Гигиена убийцы. Ртуть (сборник) - Амели Нотомб 3 стр.


– Это гроб эпохи Меровингов, – объяснил толстяк, – я сделал из него бар.

Он взял большую металлическую чашу, плеснул в нее изрядное количество шоколадного ликера, потом добавил коньяка и лукаво покосился на журналиста:

– А теперь я открою вам секрет фирмы. У простых смертных третий компонент – взбитые сливки. По мне, это тяжеловато для желудка, и я заменяю сливки тем же количеством… – в руке у него оказалась консервная банка, – сгущенного молока с сахаром. – И он подкрепил слова делом.

– Но это, наверно, до ужаса приторно! – ахнул журналист, тем самым усугубив свое положение.

– Зима в этом году на редкость теплая. А вот в морозы я добавляю в «Александр» хороший кусок сливочного масла.

– Что, простите?

– Да-да. Сгущенное молоко уступает по жирности сливкам, это надо восполнить. Вообще-то, сегодня у нас как-никак пятнадцатое января, так что в принципе масло по сезону положено, но пришлось бы съездить за ним на кухню и оставить вас одного, а это невежливо. Ладно, обойдусь без масла.

– Ради бога, не беспокойтесь из-за меня.

– Нет, решено. Сегодня вечером истекает срок ультиматума, по такому случаю я не буду роскошествовать.

– Вы чувствуете свою причастность к кризису в Персидском заливе?

– До такой степени, что выпью «Александр» без масла.

– Вы смотрите новости по телевизору?

– Между двумя рекламными блоками случается схватить дозу информации.

– Что вы думаете о кризисе в Персидском заливе?

– Ничего.

– А все-таки?

– Ничего.

– Вам это безразлично?

– Отнюдь. Но что бы я ни думал, это не имеет никакого смысла. Заплывший жиром немощный старик – не тот, чьим мнением об этом кризисе следует интересоваться. Я не генерал, не пацифист, не нефтяник, не араб. Вот если вы спросите меня об «Александре» – тут я буду во всеоружии.

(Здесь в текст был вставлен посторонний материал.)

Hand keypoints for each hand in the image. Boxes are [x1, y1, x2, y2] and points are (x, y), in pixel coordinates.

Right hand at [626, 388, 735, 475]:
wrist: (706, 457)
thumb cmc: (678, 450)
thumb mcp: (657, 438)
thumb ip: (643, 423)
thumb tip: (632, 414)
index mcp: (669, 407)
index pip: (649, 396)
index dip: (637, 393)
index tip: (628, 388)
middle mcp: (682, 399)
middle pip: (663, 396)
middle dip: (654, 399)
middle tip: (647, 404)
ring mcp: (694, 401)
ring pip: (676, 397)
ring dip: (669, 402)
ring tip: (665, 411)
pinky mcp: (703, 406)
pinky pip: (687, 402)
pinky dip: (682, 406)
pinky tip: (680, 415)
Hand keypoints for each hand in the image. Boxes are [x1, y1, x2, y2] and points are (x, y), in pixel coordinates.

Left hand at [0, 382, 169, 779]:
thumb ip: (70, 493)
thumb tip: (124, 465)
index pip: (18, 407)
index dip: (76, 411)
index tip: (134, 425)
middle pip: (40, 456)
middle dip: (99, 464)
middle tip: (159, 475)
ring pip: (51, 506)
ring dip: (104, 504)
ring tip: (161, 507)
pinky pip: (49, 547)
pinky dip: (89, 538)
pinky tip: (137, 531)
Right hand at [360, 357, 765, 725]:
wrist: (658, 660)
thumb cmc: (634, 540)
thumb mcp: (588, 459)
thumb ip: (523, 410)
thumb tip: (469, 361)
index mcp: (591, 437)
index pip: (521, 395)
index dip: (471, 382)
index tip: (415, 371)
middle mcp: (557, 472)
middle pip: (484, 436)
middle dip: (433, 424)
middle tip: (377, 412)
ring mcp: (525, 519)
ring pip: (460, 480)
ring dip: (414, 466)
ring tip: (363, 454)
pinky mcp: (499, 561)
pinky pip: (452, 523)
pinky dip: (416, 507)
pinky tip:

В заключение своей тирады писатель поднес чашу к губам и сделал несколько смачных глотков.

– Почему вы пьете из металлической посуды?

– Не люблю ничего прозрачного. Это, между прочим, одна из причин, почему я так толст: не желаю, чтобы меня видели насквозь.

– Кстати, господин Тах, мне хочется задать вам один вопрос, который мечтали бы вам задать все журналисты, но вряд ли хоть один решится.

– Сколько я вешу?

– Нет, как вы питаетесь. Всем известно, что еда занимает огромное место в вашей жизни. Гастрономия и ее естественное следствие – пищеварительный процесс лежат в основе ваших поздних романов, таких как «Апология диспепсии», – это произведение представляется мне наиболее ёмким выражением ваших метафизических забот и тревог.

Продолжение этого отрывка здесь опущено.